═════ DATA LISTING

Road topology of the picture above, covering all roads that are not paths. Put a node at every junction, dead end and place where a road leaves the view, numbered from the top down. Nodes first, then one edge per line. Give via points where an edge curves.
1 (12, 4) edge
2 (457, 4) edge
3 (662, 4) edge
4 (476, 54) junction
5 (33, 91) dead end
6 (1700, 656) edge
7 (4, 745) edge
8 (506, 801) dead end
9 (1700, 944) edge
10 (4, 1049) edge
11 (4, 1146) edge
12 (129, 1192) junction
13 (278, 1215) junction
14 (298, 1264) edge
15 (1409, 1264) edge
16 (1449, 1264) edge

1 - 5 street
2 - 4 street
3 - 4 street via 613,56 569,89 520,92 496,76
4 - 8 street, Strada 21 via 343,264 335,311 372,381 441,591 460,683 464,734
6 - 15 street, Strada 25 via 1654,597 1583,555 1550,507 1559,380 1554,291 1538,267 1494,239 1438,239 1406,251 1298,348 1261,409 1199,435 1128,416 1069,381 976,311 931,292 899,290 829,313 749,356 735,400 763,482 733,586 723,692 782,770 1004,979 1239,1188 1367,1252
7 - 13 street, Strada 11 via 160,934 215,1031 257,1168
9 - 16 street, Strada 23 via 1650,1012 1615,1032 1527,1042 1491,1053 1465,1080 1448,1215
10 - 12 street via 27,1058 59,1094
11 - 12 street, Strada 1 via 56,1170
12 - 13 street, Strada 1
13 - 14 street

══════════

▶ _PROBLEM REQUIREMENTS_: Your reply must be a faithful copy of each entry above.

▶ _SOLUTION FOR THIS PROBLEM_:
Road topology of the picture above, covering all roads that are not paths. Put a node at every junction, dead end and place where a road leaves the view, numbered from the top down. Nodes first, then one edge per line. Give via points where an edge curves.
1 (12, 4) edge
2 (457, 4) edge
3 (662, 4) edge
4 (476, 54) junction
5 (33, 91) dead end
6 (1700, 656) edge
7 (4, 745) edge
8 (506, 801) dead end
9 (1700, 944) edge
10 (4, 1049) edge
11 (4, 1146) edge
12 (129, 1192) junction
13 (278, 1215) junction
14 (298, 1264) edge
15 (1409, 1264) edge
16 (1449, 1264) edge

1 - 5 street
2 - 4 street
3 - 4 street via 613,56 569,89 520,92 496,76
4 - 8 street, Strada 21 via 343,264 335,311 372,381 441,591 460,683 464,734
6 - 15 street, Strada 25 via 1654,597 1583,555 1550,507 1559,380 1554,291 1538,267 1494,239 1438,239 1406,251 1298,348 1261,409 1199,435 1128,416 1069,381 976,311 931,292 899,290 829,313 749,356 735,400 763,482 733,586 723,692 782,770 1004,979 1239,1188 1367,1252
7 - 13 street, Strada 11 via 160,934 215,1031 257,1168
9 - 16 street, Strada 23 via 1650,1012 1615,1032 1527,1042 1491,1053 1465,1080 1448,1215
10 - 12 street via 27,1058 59,1094
11 - 12 street, Strada 1 via 56,1170
12 - 13 street, Strada 1
13 - 14 street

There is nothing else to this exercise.